ACTION ITEM. Lines of the material that include the word "Guard" are to be counted; only their number should be given.
##### SUPPLIED RECORDS #####
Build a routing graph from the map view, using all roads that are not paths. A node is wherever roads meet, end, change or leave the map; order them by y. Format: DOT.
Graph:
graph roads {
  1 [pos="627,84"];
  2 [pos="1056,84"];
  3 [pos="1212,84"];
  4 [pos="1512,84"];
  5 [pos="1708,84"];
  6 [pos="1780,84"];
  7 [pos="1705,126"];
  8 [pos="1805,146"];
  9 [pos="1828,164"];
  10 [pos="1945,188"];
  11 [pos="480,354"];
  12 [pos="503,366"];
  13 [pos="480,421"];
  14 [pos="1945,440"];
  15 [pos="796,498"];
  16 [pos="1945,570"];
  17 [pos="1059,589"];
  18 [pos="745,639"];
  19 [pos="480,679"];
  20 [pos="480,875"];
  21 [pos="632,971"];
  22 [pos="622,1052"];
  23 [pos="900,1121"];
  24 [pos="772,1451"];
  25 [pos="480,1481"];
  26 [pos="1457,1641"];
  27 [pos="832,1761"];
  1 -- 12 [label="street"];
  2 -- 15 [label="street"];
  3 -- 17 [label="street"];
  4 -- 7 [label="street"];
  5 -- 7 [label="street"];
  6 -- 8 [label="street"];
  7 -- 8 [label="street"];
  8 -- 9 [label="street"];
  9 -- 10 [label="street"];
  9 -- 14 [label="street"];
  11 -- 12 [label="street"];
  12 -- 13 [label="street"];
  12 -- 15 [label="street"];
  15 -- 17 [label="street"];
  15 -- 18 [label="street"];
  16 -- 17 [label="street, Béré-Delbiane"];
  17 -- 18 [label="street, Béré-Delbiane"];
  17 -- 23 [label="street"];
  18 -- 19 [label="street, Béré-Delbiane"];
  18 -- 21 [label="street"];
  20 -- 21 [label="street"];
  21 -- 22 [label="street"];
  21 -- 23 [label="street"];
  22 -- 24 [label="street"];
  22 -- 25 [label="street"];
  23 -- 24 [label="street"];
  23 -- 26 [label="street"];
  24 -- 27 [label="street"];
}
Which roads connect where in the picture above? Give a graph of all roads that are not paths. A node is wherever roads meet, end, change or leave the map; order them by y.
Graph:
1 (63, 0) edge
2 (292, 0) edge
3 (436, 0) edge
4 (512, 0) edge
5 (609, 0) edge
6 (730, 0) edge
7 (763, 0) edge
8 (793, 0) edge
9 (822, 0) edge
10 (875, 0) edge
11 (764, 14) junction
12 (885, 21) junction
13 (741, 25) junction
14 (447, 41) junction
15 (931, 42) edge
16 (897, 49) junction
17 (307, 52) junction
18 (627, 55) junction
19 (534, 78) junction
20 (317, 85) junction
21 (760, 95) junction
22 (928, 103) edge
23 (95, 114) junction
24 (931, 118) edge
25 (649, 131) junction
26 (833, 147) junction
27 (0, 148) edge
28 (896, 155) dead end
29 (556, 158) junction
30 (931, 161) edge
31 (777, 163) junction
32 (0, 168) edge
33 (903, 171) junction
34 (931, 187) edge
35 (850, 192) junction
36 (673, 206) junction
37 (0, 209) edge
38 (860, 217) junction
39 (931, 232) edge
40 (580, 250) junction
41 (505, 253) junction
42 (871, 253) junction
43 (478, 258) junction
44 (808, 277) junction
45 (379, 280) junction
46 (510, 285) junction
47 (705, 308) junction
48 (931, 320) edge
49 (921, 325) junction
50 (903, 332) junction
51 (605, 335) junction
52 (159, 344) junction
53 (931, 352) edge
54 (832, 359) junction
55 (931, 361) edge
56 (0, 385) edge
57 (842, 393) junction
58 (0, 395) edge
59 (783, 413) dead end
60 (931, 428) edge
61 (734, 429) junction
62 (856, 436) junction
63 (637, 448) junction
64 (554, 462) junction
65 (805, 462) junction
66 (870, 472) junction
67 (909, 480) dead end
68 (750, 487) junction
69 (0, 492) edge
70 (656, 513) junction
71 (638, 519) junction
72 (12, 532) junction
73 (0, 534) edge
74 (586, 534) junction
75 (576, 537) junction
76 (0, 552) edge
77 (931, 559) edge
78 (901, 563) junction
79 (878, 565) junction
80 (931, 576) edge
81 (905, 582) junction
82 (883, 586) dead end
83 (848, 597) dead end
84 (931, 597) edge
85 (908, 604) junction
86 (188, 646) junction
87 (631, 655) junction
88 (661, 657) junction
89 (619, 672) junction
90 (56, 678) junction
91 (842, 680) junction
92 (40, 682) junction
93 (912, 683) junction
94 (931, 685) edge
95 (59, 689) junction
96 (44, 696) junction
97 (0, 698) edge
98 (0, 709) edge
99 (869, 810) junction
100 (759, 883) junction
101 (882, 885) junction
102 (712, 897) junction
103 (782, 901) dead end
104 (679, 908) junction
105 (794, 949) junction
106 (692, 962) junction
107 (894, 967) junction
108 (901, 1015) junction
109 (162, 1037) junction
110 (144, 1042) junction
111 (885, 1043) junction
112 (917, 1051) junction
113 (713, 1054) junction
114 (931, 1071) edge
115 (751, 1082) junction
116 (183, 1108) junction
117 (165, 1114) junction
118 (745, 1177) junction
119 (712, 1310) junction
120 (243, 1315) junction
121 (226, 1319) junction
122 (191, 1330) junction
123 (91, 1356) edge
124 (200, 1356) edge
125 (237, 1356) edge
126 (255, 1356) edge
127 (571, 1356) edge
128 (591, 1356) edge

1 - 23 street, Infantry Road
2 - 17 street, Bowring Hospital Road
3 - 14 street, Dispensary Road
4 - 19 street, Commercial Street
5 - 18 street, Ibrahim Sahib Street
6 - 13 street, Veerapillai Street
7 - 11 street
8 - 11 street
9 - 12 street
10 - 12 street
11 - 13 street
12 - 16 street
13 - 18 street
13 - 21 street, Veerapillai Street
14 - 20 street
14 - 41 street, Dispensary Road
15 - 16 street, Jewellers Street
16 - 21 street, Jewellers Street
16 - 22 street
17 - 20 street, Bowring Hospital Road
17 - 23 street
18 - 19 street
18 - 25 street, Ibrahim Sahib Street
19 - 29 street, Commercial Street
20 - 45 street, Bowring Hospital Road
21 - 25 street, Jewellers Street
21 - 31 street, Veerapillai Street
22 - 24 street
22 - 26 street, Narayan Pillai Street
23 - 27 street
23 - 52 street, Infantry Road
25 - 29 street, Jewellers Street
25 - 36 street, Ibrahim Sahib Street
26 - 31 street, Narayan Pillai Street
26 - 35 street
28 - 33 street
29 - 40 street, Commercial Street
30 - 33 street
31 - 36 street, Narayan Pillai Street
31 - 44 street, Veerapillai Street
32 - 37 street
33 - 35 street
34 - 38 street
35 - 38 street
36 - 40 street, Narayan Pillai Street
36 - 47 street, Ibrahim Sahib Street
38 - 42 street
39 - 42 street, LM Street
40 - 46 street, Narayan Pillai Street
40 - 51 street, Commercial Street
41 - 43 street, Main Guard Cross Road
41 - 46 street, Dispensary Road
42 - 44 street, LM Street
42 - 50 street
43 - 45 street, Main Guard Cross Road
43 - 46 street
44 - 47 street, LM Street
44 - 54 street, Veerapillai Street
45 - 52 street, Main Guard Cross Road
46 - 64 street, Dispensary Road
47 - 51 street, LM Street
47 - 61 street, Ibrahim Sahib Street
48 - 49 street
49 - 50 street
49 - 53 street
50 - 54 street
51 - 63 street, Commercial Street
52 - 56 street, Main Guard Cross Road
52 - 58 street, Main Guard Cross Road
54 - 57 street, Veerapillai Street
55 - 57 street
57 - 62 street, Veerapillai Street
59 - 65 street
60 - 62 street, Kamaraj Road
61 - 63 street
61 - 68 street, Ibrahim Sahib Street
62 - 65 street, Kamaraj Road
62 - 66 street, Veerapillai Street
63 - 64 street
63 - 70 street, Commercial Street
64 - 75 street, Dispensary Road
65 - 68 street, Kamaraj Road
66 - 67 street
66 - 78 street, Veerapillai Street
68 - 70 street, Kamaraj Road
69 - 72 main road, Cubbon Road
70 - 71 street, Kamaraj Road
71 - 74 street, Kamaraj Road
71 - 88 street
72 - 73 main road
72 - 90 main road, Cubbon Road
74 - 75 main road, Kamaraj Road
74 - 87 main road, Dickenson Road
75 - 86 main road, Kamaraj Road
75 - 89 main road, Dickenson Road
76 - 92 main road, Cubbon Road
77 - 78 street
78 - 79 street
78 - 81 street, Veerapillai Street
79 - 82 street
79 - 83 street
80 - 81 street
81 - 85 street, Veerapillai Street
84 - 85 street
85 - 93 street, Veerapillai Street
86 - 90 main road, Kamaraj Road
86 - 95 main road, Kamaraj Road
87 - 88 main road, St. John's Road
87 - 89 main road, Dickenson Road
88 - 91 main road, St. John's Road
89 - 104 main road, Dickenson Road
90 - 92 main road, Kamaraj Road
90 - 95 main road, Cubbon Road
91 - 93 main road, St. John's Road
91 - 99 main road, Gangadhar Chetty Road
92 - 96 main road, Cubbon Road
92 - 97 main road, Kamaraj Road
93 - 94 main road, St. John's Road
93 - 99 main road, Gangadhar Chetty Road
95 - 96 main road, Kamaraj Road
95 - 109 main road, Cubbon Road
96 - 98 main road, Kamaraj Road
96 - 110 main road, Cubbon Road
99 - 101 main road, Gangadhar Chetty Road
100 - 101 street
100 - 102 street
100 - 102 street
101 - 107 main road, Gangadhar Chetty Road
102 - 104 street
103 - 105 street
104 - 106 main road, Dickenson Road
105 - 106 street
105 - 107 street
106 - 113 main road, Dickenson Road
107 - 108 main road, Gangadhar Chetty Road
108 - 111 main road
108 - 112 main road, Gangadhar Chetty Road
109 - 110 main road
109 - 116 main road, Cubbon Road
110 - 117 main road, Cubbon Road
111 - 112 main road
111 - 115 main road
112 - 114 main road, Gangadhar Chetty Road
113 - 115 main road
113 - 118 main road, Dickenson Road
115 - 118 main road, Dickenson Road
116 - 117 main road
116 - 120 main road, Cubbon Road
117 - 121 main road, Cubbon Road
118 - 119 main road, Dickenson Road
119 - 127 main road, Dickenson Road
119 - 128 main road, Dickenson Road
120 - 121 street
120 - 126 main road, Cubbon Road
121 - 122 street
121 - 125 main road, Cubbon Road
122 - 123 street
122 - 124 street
#####
TASK OUTPUT. 5